VDSL2
January 31st, 2009 at 8:58 am by David FarrarThe Herald reports on Telecom’s announcement that it will roll out VDSL2 to it cabinets.
If you live within a km of a cabinet in theory you can get 50 Mb/s download speed and 20 Mb/s upload. In reality it will be less than this due to congestion on the backhaul.
It’s good to see Telecom making this available. The price details will be interesting, once known.
Tags: broadband, Telecom
January 31st, 2009 at 9:18 am
People on the lowest CAPS will have to be careful. At that speed, a monthly 200MB cap will be blown in 32 seconds! A 1 GB cap will be used up in 2m 40s!
Vote:January 31st, 2009 at 9:28 am
In the afternoons and evenings my broadband speed drops considerably. The maximum speed I get is around 4500kbps, but, in the afternoons / evenings I’ve seen this drop to as low as 400kbps.
How will having a faster internet connection help when the backhaul capacity is already the bottleneck? Although, you’d think telecom would have thought about this and are expanding backhaul accordingly. Who knows? Dumber things have happened.
Vote:January 31st, 2009 at 11:27 am
I’d still like to be able to get broadband at all!!
I only live 10kms from a township in South Auckland, but they still say the exchange is too old, or that we’re too far away from the exchange. Our road has the one cabinet with a capacity of 30 lines and they’re all being used.
In this day and age, SURELY I shouldn’t be having to use dialup still
Vote:January 31st, 2009 at 11:45 am
So, downloading a microsoft update will take about 4 seconds.. and torrents will still be throttled to about 20kbps?
Vote:January 31st, 2009 at 1:34 pm
As pointed out, the availability of VDSL2 will not make things better for kiwis in general. Why? Because the cost of capacity does not magically go down if you enable harder suction on the CPE end of the network.
The big issue for NZ’s internet is the price ISPs are paying for their capacity. I sincerely hope the government’s billion dollar injection into our internet will involve more national fibre links with open peering at every point and something to address the international costings. Without it, nothing will improve even if they do Fibre to the Home!

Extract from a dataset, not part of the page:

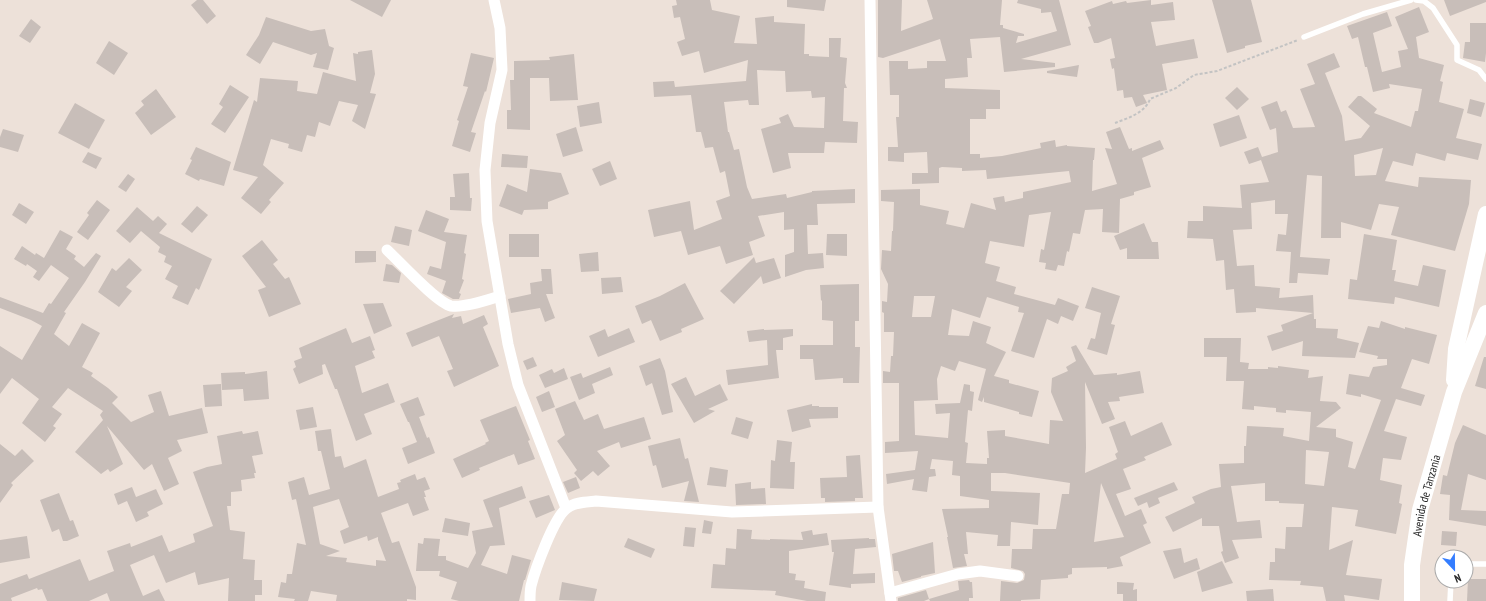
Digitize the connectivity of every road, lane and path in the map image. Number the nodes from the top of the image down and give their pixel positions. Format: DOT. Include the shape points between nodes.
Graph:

Mind you, ISPs like mine seem to prefer to wallow in the problem – I offered to spend the thousands for them and get a P2P caching server (which would have made their international capacity meet more customers and thus save bucket loads of cash), but they instead preferred to tell me to take my ideas and offers and insert them in places I don’t wish to repeat in this paragraph – in a “read between the lines” corporate kind of way of course.
Vote:January 31st, 2009 at 1:47 pm
dime says:
”
“So, downloading a microsoft update will take about 4 seconds.. and torrents will still be throttled to about 20kbps?
Indeed. No fast download of “linux isos” for you.
Vote:January 31st, 2009 at 3:11 pm
Ross Nixon – dude you’re mixing up speeds with the amount of data you are downloading. If you’re still only downloading 2mb of email a day – then that will still only be 2mb even though it arrives at a faster rate.
Fletch – in this day and age you surely can get broadband… you just have to pay for it. ADSL is only one sort of broadband, if you live in 10kms from South Auckland, then you can probably get Orcon’s wireless service or at the very least Bay City’s satellite (www.baycity.co.nz). Sure they may not be ADSL, but they’re still better than dial up. Also if you have mobile coverage at your house then once the two main networks upgrade their networks (Telecom from June Vodafone next year) then you will be able to get mobile broadband with speeds estimated to be around 14mbps. So it’s available now – Telecom isn’t the only player.
Vote:January 31st, 2009 at 7:31 pm
Andrew, I knew that. I meant they could blow it easily. If they clicked to download something that turned out to be something they didn’t mean to get, like a 4.7GB ISO.